Six months after the war of Russian aggression, the world is still on edge. Nowhere is this more evident than on the Horn of Africa, where waves of Russian-supplied Ethiopian troops crossover into Eritrea. Once again Ghost Recon spearheads the American effort to restore international tranquility. Proving again that freedom isn’t free, their mission is to repel the Ethiopian invaders while defending the Eritrean infrastructure—to liberate, not to conquer. Such is the basis for the 8-level Ghost Recon expansion, Desert Siege.

Desert Siege continues the tradition of well supported Tom Clancy games, patching the existing product while adding to its length (not that this is free). At eight levels, it’s a bit longer than previous expansion packs and presents a cohesive story, plus adds a few multiplayer maps. The game itself covers the Eritrean conflict, putting the player in the position of wiping out enemy encampments, defending fuel depots, and disabling enemy vehicles.

There are a few minor changes from the original game: field glasses are now (more logically) part of the soldier’s standard kit rather than taking up valuable space as secondary equipment. AI has had some tweaking on both ends. Sadly, while the enemy AI isn’t afraid to use secondary weapons, the team AI still is. One of the biggest changes comes in terms of vehicles. Trucks are now a dynamic part of the enemy force. Soldiers stationed on the back will open fire on you as the drivers pull up close.

Team and kit selection haven’t changed, except troops begin with higher stats to account both for the amount of time passed since the original mission and for Desert Siege’s increased difficulty. There are still specialist characters unlocked by completing secondary mission objectives and they even more valuable this time around since there are fewer levels in which to increase the regular soldiers’ stats.

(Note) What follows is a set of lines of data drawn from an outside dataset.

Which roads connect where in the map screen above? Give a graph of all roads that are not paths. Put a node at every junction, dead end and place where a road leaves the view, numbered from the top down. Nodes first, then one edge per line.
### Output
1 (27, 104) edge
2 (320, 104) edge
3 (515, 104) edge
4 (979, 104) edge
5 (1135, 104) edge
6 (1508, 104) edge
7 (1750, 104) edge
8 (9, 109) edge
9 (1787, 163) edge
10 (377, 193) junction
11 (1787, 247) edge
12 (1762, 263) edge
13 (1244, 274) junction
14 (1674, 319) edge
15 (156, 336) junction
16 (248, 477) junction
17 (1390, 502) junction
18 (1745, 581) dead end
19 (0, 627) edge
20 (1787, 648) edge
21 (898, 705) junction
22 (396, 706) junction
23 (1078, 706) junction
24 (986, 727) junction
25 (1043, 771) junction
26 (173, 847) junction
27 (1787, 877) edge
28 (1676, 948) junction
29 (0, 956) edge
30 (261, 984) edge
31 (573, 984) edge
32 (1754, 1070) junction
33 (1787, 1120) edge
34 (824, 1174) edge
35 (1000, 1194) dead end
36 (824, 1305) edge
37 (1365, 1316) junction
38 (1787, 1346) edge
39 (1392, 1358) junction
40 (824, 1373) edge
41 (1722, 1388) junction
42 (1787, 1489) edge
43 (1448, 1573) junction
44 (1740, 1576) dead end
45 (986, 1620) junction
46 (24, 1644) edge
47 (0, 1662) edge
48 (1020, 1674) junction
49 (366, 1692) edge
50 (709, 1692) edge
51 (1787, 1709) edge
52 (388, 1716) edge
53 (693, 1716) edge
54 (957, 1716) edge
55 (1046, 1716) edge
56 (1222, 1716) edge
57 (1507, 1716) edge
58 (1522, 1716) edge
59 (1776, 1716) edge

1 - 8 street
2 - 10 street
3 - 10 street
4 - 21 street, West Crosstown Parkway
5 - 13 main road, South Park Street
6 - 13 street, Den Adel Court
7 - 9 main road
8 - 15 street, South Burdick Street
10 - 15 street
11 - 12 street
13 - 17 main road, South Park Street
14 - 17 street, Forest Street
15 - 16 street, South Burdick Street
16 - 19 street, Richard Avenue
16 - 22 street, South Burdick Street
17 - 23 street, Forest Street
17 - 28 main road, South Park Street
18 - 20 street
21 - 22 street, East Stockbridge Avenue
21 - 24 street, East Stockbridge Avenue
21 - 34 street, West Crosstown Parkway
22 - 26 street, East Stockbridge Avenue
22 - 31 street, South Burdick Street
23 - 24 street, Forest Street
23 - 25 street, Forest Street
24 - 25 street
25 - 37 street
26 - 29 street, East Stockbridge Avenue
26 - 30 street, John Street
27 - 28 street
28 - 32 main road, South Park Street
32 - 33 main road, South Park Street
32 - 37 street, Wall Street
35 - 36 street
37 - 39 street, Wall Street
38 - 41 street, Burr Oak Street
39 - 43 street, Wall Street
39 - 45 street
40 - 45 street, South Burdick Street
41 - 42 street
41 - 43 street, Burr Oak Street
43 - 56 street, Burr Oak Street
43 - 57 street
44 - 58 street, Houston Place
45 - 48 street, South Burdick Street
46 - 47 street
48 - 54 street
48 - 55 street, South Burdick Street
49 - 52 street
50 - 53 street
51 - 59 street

The levels are great. You’d expect a degree of repetition since the game is based in the desert, but the scenery changes from level to level as do the mission objectives. Also, scripting (though present) was less glaring this time around.

The Bad

Desert Siege retains Ghost Recon’s original problems but doesn’t add any new ones.

The Bottom Line

This is a strong entry that I recommend for fans of the original game.